Disabling Default Analyzer for Most Fields


(dkullmann) #1

Hello,

I want to disable the default analyzer for most of the fields in my
document. The document represents a piece of real estate and most of the
fields are integers or are keywords like you would find in a select
drop-down:

Integers: Bedrooms, Bathrooms, Rooms, etc - need to be looked up with exact
matches or ranges

Location: Lat/Lang

Keywords: Property Type ('Single Family', 'Condo', 'Townhouse'), City ('Los
Angeles', 'New York') - I can perform exact matches on these

So my question is this: how can I disable the default analyzer for most of
my fields, but use it for 2-3 fields that I need to be able to lookup using
query_string queries and have analyzed contents?

*
*
I found this threadhttp://elasticsearch-users.115913.n3.nabble.com/Disabling-default-analyzer-td2932819.html explaining
how to disable it, and I know I can add an analyzer for a specific field,
but I don't know what the default analyzer is or how to add it back.

Thanks,
DK


(Igor Motov) #2

By default, the default analyzer is standardhttp://www.elasticsearch.org/guide/reference/index-modules/analysis/standard-analyzer.html.
So, all you have to do is replace default analyzer with your custom
analyzer as describe in the thread that you mentioned and and then set
"standard" analyzer for 2-3 fields that you want to exclude in mappings.
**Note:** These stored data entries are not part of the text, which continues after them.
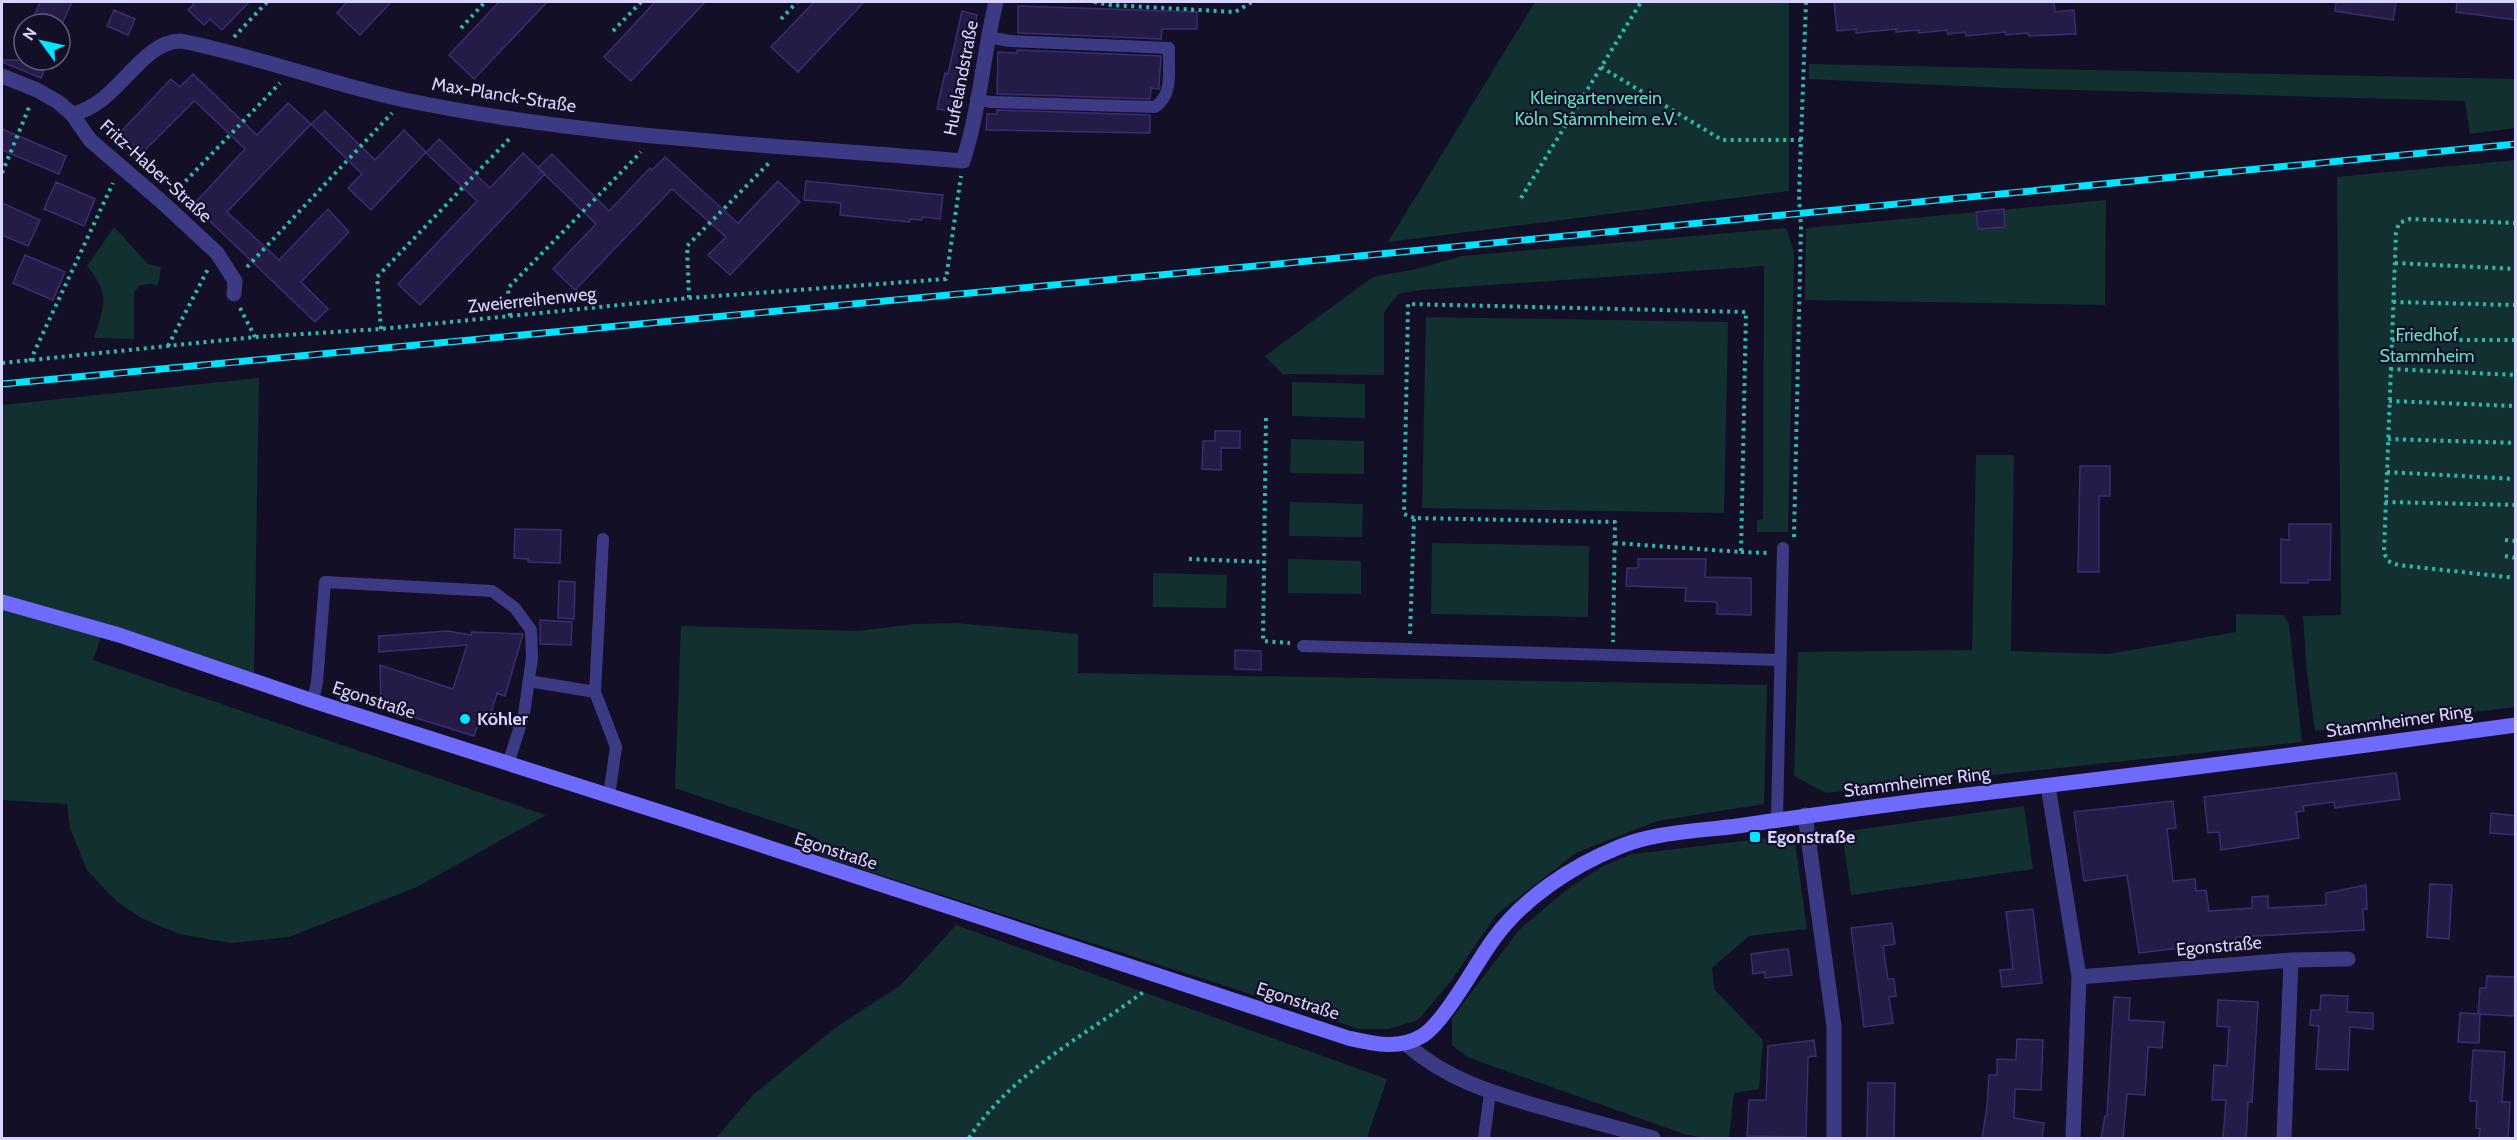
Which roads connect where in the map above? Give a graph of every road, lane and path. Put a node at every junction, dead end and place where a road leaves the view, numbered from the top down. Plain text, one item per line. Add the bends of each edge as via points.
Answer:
1 (267, 2) edge
2 (485, 2) edge
3 (641, 2) edge
4 (797, 2) edge
5 (996, 2) edge
6 (1094, 2) edge
7 (1252, 2) edge
8 (1641, 2) edge
9 (1806, 2) edge
10 (781, 19) dead end
11 (461, 28) dead end
12 (613, 32) dead end
13 (988, 37) junction
14 (221, 51) junction
15 (1601, 67) junction
16 (292, 70) junction
17 (2, 76) edge
18 (37, 90) junction
19 (976, 99) junction
20 (405, 100) junction
21 (72, 114) junction
22 (528, 120) junction
23 (656, 137) junction
24 (1801, 140) junction
25 (786, 146) junction
26 (963, 161) junction
27 (122, 166) junction
28 (2, 173) edge
29 (1521, 198) dead end
30 (164, 203) junction
31 (2516, 224) edge
32 (217, 253) junction
33 (2395, 263) junction
34 (2516, 269) edge
35 (234, 287) junction
36 (689, 298) junction
37 (2393, 302) junction
38 (2516, 304) edge
39 (510, 316) junction
40 (381, 329) junction
41 (255, 337) junction
42 (2392, 340) junction
43 (2516, 340) edge
44 (168, 346) junction
45 (29, 361) junction
46 (2, 363) edge
47 (2390, 369) junction
48 (2516, 375) edge
49 (2389, 401) junction
50 (2516, 406) edge
51 (1266, 418) dead end
52 (2388, 439) junction
53 (2516, 443) edge
54 (2386, 472) junction
55 (2516, 479) edge
56 (2385, 502) junction
57 (2516, 505) edge
58 (1414, 518) junction
59 (603, 539) dead end
60 (2505, 540) dead end
61 (2516, 541) edge
62 (1614, 543) junction
63 (1783, 551) junction
64 (1741, 552) junction
65 (2505, 556) dead end
66 (2516, 558) edge
67 (1189, 559) dead end
68 (1264, 562) junction
69 (2516, 578) edge
70 (2, 602) edge
71 (1302, 646) joint
72 (1409, 649) junction
73 (1612, 655) junction
74 (1780, 660) junction
75 (529, 681) junction
76 (595, 692) junction
77 (313, 701) junction
78 (2516, 725) edge
79 (508, 764) junction
80 (2048, 786) junction
81 (609, 796) junction
82 (1805, 815) junction
83 (1777, 819) junction
84 (2348, 959) dead end
85 (2291, 960) junction
86 (1155, 975) junction
87 (2079, 977) junction
88 (1406, 1044) junction
89 (1490, 1093) junction
90 (969, 1138) edge
91 (1484, 1138) edge
92 (1653, 1138) edge
93 (1834, 1138) edge
94 (2073, 1138) edge
95 (2284, 1138) edge

1 - 14 path
2 - 11 path
3 - 12 path
4 - 10 path
5 - 13 street, Hufelandstraße
6 - 7 path via 1235,12
8 - 15 path
9 - 24 path
13 - 19 street, Hufelandstraße
13 - 19 lane via 1169,48 1168,92 1155,107
14 - 16 street, Max-Planck-Straße
14 - 21 street, Max-Planck-Straße via 182,41 163,44 105,99
15 - 24 path via 1722,140
15 - 29 path
16 - 20 street, Max-Planck-Straße
16 - 30 path
17 - 18 street, Fritz-Haber-Straße
18 - 21 street, Fritz-Haber-Straße
18 - 28 path
19 - 26 street, Hufelandstraße via 972,135
20 - 22 street, Max-Planck-Straße
20 - 35 path
21 - 27 street, Fritz-Haber-Straße via 90,140
22 - 23 street, Max-Planck-Straße
22 - 40 path via 377,278
23 - 25 street, Max-Planck-Straße
23 - 39 path via 508,288
24 - 63 path via 1794,539
25 - 26 street, Max-Planck-Straße
25 - 36 path via 687,246
26 - 36 path, Zweierreihenweg via 946,279
27 - 30 street, Fritz-Haber-Straße
27 - 45 path
30 - 32 street, Fritz-Haber-Straße
31 - 33 path via 2410,219 2400,223 2396,233
32 - 35 street, Fritz-Haber-Straße
32 - 44 path
33 - 34 path
33 - 37 path
35 - 41 path
36 - 39 path, Zweierreihenweg
37 - 38 path
37 - 42 path
39 - 40 path, Zweierreihenweg
40 - 41 path, Zweierreihenweg
41 - 44 path, Zweierreihenweg
42 - 43 path
42 - 47 path
44 - 45 path, Zweierreihenweg
45 - 46 path, Zweierreihenweg
47 - 48 path
47 - 49 path
49 - 50 path
49 - 52 path
51 - 68 path
52 - 53 path
52 - 54 path
54 - 55 path
54 - 56 path
56 - 57 path
56 - 69 path via 2384,553 2388,561
58 - 62 path via 1615,522
58 - 64 path via 1404,514 1408,304 1746,312
58 - 72 path
59 - 76 lane
60 - 61 path
62 - 64 path
62 - 73 path
63 - 64 path
63 - 74 lane
65 - 66 path
67 - 68 path
68 - 71 path via 1263,641
70 - 77 street, Egonstraße via 119,635
71 - 72 lane
72 - 73 lane
73 - 74 lane
74 - 83 lane
75 - 76 lane
75 - 77 lane via 531,630 515,608 492,591 325,582
75 - 79 lane via 524,714
76 - 81 lane via 616,747
77 - 79 street, Egonstraße
78 - 80 street, Stammheimer Ring
79 - 81 street, Egonstraße
80 - 82 street, Stammheimer Ring
80 - 87 street
81 - 86 street, Egonstraße
82 - 83 street, Stammheimer Ring
82 - 93 street via 1834,1026
83 - 88 street, Stammheimer Ring via 1621,846 1567,873 1516,914 1496,936 1437,1021 1425,1035
84 - 85 street, Egonstraße
85 - 87 street, Egonstraße
85 - 95 street
86 - 88 street, Egonstraße via 1348,1038 1382,1045
86 - 90 path via 1146,991 1010,1089
87 - 94 street
88 - 89 street via 1454,1078
89 - 91 lane
89 - 92 street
On Tuesday, May 15, 2012 12:45:39 PM UTC-4, David Kullmann wrote:

Hello,

I want to disable the default analyzer for most of the fields in my
document. The document represents a piece of real estate and most of the
fields are integers or are keywords like you would find in a select
drop-down:

Integers: Bedrooms, Bathrooms, Rooms, etc - need to be looked up with
exact matches or ranges

Location: Lat/Lang

Keywords: Property Type ('Single Family', 'Condo', 'Townhouse'), City
('Los Angeles', 'New York') - I can perform exact matches on these

So my question is this: how can I disable the default analyzer for most
of my fields, but use it for 2-3 fields that I need to be able to lookup
using query_string queries and have analyzed contents?

*
*
I found this threadhttp://elasticsearch-users.115913.n3.nabble.com/Disabling-default-analyzer-td2932819.html explaining
how to disable it, and I know I can add an analyzer for a specific field,
but I don't know what the default analyzer is or how to add it back.

Thanks,
DK


(dkullmann) #3

Igor:

Perfect, thank you!

There are actually only about 10-15 out of 500 fields that I want to be
analyzed and searchable (but I want the remaining fields stored in the
document.) I am solving this problem correctly by using the "keywords"
analyzer or is there a more intelligent way?

-DK

On Tue, May 15, 2012 at 2:26 PM, Igor Motov imotov@gmail.com wrote:

By default, the default analyzer is standardhttp://www.elasticsearch.org/guide/reference/index-modules/analysis/standard-analyzer.html.
So, all you have to do is replace default analyzer with your custom
analyzer as describe in the thread that you mentioned and and then set
"standard" analyzer for 2-3 fields that you want to exclude in mappings.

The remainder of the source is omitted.